-- WORK INSTRUCTIONS --
Go through the entries below line by line and count those containing "Wood"; the answer is that count alone.

== Segment start ==

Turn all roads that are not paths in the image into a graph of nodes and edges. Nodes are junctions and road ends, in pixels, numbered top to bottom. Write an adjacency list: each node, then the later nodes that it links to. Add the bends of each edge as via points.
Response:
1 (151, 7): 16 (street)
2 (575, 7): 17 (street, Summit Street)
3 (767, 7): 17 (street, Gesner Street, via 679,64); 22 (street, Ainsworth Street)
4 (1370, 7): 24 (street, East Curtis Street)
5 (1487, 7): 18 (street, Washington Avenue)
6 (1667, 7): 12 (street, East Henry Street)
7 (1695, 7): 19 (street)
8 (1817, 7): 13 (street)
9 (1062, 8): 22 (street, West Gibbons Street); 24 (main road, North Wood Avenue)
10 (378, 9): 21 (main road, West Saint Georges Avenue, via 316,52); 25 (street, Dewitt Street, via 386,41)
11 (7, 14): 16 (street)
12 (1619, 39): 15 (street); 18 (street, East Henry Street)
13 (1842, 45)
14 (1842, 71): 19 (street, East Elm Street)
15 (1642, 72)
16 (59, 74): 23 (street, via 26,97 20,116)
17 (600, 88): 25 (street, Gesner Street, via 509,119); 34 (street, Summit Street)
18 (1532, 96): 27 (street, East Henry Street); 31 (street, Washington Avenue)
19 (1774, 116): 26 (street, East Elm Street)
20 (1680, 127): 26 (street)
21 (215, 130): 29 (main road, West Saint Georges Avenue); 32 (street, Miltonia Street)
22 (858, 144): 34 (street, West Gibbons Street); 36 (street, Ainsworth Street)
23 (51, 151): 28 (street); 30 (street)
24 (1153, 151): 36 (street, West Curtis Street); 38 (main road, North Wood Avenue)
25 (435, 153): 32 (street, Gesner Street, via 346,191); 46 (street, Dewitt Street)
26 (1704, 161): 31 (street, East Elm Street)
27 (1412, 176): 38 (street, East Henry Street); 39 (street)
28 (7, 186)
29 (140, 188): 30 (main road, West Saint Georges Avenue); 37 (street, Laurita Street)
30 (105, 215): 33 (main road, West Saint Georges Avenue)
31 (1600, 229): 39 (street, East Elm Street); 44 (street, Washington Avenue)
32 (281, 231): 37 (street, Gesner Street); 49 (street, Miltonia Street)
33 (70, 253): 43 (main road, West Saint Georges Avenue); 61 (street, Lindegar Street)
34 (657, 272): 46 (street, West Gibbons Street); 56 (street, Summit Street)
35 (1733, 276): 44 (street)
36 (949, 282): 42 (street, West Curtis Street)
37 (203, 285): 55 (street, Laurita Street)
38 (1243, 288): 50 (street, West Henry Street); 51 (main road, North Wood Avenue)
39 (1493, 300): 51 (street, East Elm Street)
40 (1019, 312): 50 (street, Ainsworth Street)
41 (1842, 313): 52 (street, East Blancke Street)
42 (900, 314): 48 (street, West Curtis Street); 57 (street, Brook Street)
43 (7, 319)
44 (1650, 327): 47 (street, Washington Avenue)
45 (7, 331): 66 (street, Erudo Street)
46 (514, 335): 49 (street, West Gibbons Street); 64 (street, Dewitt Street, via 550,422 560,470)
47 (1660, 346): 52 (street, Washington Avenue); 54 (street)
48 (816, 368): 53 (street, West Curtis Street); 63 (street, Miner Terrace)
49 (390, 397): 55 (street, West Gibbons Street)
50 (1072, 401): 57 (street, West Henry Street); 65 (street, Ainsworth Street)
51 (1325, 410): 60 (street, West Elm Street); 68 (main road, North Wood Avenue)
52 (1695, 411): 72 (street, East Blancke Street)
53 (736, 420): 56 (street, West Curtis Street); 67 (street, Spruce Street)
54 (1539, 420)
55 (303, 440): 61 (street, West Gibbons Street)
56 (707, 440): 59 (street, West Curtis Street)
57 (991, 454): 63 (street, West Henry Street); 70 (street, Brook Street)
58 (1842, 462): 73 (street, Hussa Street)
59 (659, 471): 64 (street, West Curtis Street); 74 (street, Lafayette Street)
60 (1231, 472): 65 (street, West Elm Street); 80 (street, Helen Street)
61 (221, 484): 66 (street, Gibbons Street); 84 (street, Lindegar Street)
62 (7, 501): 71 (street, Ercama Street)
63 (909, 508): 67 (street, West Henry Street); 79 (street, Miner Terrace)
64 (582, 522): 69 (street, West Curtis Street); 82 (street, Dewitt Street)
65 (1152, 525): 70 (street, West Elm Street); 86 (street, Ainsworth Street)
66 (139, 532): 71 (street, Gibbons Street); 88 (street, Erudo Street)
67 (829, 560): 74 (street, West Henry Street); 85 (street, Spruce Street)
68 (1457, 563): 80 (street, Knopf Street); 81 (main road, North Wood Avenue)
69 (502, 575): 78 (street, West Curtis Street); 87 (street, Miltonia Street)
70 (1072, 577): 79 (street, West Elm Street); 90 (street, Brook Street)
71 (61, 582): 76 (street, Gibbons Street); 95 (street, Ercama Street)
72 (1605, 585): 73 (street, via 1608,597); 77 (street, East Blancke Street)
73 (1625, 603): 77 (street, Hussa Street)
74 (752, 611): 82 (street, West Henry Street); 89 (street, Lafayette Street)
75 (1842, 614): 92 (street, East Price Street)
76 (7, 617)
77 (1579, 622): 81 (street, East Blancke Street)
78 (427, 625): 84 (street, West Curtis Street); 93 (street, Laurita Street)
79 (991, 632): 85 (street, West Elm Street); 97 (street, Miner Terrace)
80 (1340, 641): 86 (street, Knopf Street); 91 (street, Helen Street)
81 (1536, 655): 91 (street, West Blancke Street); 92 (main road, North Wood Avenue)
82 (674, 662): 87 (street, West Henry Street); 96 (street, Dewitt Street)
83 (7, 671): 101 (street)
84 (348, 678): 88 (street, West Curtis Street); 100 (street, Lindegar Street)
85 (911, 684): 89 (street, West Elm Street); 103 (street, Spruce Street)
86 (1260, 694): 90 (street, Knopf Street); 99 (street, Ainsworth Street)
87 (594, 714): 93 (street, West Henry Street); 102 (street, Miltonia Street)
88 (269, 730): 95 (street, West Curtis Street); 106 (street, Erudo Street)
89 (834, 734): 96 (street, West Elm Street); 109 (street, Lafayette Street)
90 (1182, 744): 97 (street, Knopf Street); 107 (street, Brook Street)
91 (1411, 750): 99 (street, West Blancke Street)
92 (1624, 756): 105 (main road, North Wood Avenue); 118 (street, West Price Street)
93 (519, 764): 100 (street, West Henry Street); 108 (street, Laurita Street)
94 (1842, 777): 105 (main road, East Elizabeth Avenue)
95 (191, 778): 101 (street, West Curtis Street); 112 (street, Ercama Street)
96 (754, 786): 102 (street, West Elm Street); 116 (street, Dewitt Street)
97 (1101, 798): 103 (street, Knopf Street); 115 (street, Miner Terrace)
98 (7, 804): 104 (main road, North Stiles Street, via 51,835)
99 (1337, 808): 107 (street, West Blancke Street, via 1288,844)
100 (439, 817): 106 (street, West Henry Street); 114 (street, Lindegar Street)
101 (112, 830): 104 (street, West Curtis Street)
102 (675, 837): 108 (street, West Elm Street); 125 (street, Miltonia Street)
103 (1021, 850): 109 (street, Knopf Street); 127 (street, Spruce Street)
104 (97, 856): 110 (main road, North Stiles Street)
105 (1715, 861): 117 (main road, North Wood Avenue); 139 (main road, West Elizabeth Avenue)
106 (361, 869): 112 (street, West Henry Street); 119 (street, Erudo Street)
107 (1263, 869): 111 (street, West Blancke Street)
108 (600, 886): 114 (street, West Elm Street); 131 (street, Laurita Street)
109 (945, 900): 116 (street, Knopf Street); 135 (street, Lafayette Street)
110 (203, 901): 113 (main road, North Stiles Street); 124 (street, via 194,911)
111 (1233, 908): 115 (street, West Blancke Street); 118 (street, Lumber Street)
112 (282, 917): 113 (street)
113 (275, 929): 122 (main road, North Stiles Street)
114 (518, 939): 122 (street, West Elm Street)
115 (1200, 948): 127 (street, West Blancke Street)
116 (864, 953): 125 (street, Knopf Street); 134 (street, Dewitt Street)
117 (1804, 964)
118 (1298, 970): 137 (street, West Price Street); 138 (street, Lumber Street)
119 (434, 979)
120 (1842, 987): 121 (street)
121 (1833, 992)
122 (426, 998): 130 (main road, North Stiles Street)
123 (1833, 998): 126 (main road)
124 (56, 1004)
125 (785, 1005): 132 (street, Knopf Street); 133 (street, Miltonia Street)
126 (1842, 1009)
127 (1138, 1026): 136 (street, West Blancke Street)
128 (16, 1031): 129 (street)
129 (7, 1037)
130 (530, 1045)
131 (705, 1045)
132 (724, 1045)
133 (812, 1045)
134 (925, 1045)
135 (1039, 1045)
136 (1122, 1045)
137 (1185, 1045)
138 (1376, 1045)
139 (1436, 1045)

== Segment end ==

-- EXERCISE SOLUTION --
8